Records for the task Start Marker
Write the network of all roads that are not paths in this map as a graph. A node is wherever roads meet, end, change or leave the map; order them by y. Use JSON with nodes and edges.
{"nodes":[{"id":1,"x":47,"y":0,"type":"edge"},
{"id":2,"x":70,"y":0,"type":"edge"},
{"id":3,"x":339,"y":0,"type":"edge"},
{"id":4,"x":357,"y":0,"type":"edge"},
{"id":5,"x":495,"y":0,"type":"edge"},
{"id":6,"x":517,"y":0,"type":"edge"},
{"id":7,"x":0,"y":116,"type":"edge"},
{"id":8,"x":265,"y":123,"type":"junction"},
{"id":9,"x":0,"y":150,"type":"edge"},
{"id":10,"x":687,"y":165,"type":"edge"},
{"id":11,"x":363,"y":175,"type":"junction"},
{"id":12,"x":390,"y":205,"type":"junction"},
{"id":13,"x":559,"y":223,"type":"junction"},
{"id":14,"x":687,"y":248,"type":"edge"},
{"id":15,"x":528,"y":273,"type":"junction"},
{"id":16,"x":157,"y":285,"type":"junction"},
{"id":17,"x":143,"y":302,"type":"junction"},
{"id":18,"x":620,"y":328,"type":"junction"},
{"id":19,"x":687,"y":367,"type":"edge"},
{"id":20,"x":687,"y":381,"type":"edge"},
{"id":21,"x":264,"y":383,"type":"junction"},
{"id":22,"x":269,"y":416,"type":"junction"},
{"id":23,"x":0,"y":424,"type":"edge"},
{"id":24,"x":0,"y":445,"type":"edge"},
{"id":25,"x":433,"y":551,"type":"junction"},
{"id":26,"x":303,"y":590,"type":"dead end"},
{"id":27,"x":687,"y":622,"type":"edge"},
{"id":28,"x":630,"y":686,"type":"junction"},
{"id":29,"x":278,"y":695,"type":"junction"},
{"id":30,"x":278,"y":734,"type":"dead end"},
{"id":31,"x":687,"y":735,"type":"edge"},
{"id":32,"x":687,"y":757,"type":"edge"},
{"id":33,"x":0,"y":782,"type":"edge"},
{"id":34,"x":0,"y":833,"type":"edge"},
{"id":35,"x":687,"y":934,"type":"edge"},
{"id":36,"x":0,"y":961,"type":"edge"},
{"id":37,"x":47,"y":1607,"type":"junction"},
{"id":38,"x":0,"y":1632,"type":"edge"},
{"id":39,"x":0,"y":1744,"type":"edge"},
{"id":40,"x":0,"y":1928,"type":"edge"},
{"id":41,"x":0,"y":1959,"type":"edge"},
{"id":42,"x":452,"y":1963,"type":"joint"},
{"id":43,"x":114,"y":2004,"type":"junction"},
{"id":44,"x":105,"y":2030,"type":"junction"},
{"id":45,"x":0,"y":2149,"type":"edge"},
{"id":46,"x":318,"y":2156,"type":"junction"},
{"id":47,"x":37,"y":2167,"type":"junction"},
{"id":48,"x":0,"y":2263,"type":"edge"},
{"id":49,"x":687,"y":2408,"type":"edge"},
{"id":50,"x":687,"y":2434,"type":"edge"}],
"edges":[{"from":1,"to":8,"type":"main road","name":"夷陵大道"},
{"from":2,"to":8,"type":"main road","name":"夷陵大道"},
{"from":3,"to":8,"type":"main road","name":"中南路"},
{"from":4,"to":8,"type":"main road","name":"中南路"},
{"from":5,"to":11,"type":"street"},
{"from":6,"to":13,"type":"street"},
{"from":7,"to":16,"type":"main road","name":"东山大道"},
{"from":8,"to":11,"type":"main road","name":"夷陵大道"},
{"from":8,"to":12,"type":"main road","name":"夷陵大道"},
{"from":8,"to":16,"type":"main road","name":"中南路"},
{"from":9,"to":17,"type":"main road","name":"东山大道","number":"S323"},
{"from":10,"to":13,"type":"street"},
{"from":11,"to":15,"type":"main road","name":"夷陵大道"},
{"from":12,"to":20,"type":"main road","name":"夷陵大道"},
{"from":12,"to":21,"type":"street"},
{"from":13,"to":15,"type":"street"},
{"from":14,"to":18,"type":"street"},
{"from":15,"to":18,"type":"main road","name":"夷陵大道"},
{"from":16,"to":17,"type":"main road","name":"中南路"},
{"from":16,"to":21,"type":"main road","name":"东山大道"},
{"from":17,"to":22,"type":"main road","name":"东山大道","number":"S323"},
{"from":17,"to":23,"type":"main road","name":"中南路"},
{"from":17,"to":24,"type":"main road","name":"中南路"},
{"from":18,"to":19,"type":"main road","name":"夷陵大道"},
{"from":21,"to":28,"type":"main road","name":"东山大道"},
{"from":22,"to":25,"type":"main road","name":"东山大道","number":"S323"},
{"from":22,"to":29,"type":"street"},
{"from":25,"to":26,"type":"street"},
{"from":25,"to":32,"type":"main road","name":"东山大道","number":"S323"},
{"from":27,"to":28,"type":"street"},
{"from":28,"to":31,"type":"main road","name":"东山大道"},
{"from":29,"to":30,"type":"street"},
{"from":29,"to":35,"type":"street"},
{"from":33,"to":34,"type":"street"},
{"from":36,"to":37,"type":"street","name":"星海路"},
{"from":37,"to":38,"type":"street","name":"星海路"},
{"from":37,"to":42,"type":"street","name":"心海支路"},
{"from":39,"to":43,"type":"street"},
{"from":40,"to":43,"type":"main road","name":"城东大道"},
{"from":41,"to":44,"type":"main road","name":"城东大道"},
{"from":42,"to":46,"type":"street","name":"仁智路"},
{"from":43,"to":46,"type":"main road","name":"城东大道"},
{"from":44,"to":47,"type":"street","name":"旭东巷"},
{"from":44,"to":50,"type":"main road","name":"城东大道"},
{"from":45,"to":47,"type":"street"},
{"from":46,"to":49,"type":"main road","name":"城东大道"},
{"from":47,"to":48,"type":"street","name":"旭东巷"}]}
Records for the task End Marker
■ Assignment: Output each record exactly, leaving nothing out.

■ Solution:
Write the network of all roads that are not paths in this map as a graph. A node is wherever roads meet, end, change or leave the map; order them by y. Use JSON with nodes and edges.
{"nodes":[{"id":1,"x":47,"y":0,"type":"edge"},
{"id":2,"x":70,"y":0,"type":"edge"},
{"id":3,"x":339,"y":0,"type":"edge"},
{"id":4,"x":357,"y":0,"type":"edge"},
{"id":5,"x":495,"y":0,"type":"edge"},
{"id":6,"x":517,"y":0,"type":"edge"},
{"id":7,"x":0,"y":116,"type":"edge"},
{"id":8,"x":265,"y":123,"type":"junction"},
{"id":9,"x":0,"y":150,"type":"edge"},
{"id":10,"x":687,"y":165,"type":"edge"},
{"id":11,"x":363,"y":175,"type":"junction"},
{"id":12,"x":390,"y":205,"type":"junction"},
{"id":13,"x":559,"y":223,"type":"junction"},
{"id":14,"x":687,"y":248,"type":"edge"},
{"id":15,"x":528,"y":273,"type":"junction"},
{"id":16,"x":157,"y":285,"type":"junction"},
{"id":17,"x":143,"y":302,"type":"junction"},
{"id":18,"x":620,"y":328,"type":"junction"},
{"id":19,"x":687,"y":367,"type":"edge"},
{"id":20,"x":687,"y":381,"type":"edge"},
{"id":21,"x":264,"y":383,"type":"junction"},
{"id":22,"x":269,"y":416,"type":"junction"},
{"id":23,"x":0,"y":424,"type":"edge"},
{"id":24,"x":0,"y":445,"type":"edge"},
{"id":25,"x":433,"y":551,"type":"junction"},
{"id":26,"x":303,"y":590,"type":"dead end"},
{"id":27,"x":687,"y":622,"type":"edge"},
{"id":28,"x":630,"y":686,"type":"junction"},
{"id":29,"x":278,"y":695,"type":"junction"},
{"id":30,"x":278,"y":734,"type":"dead end"},
{"id":31,"x":687,"y":735,"type":"edge"},
{"id":32,"x":687,"y":757,"type":"edge"},
{"id":33,"x":0,"y":782,"type":"edge"},
{"id":34,"x":0,"y":833,"type":"edge"},
{"id":35,"x":687,"y":934,"type":"edge"},
{"id":36,"x":0,"y":961,"type":"edge"},
{"id":37,"x":47,"y":1607,"type":"junction"},
{"id":38,"x":0,"y":1632,"type":"edge"},
{"id":39,"x":0,"y":1744,"type":"edge"},
{"id":40,"x":0,"y":1928,"type":"edge"},
{"id":41,"x":0,"y":1959,"type":"edge"},
{"id":42,"x":452,"y":1963,"type":"joint"},
{"id":43,"x":114,"y":2004,"type":"junction"},
{"id":44,"x":105,"y":2030,"type":"junction"},
{"id":45,"x":0,"y":2149,"type":"edge"},
{"id":46,"x":318,"y":2156,"type":"junction"},
{"id":47,"x":37,"y":2167,"type":"junction"},
{"id":48,"x":0,"y":2263,"type":"edge"},
{"id":49,"x":687,"y":2408,"type":"edge"},
{"id":50,"x":687,"y":2434,"type":"edge"}],
"edges":[{"from":1,"to":8,"type":"main road","name":"夷陵大道"},
{"from":2,"to":8,"type":"main road","name":"夷陵大道"},
{"from":3,"to":8,"type":"main road","name":"中南路"},
{"from":4,"to":8,"type":"main road","name":"中南路"},
{"from":5,"to":11,"type":"street"},
{"from":6,"to":13,"type":"street"},
{"from":7,"to":16,"type":"main road","name":"东山大道"},
{"from":8,"to":11,"type":"main road","name":"夷陵大道"},
{"from":8,"to":12,"type":"main road","name":"夷陵大道"},
{"from":8,"to":16,"type":"main road","name":"中南路"},
{"from":9,"to":17,"type":"main road","name":"东山大道","number":"S323"},
{"from":10,"to":13,"type":"street"},
{"from":11,"to":15,"type":"main road","name":"夷陵大道"},
{"from":12,"to":20,"type":"main road","name":"夷陵大道"},
{"from":12,"to":21,"type":"street"},
{"from":13,"to":15,"type":"street"},
{"from":14,"to":18,"type":"street"},
{"from":15,"to":18,"type":"main road","name":"夷陵大道"},
{"from":16,"to":17,"type":"main road","name":"中南路"},
{"from":16,"to":21,"type":"main road","name":"东山大道"},
{"from":17,"to":22,"type":"main road","name":"东山大道","number":"S323"},
{"from":17,"to":23,"type":"main road","name":"中南路"},
{"from":17,"to":24,"type":"main road","name":"中南路"},
{"from":18,"to":19,"type":"main road","name":"夷陵大道"},
{"from":21,"to":28,"type":"main road","name":"东山大道"},
{"from":22,"to":25,"type":"main road","name":"东山大道","number":"S323"},
{"from":22,"to":29,"type":"street"},
{"from":25,"to":26,"type":"street"},
{"from":25,"to":32,"type":"main road","name":"东山大道","number":"S323"},
{"from":27,"to":28,"type":"street"},
{"from":28,"to":31,"type":"main road","name":"东山大道"},
{"from":29,"to":30,"type":"street"},
{"from":29,"to":35,"type":"street"},
{"from":33,"to":34,"type":"street"},
{"from":36,"to":37,"type":"street","name":"星海路"},
{"from":37,"to":38,"type":"street","name":"星海路"},
{"from":37,"to":42,"type":"street","name":"心海支路"},
{"from":39,"to":43,"type":"street"},
{"from":40,"to":43,"type":"main road","name":"城东大道"},
{"from":41,"to":44,"type":"main road","name":"城东大道"},
{"from":42,"to":46,"type":"street","name":"仁智路"},
{"from":43,"to":46,"type":"main road","name":"城东大道"},
{"from":44,"to":47,"type":"street","name":"旭东巷"},
{"from":44,"to":50,"type":"main road","name":"城东大道"},
{"from":45,"to":47,"type":"street"},
{"from":46,"to":49,"type":"main road","name":"城东大道"},
{"from":47,"to":48,"type":"street","name":"旭东巷"}]}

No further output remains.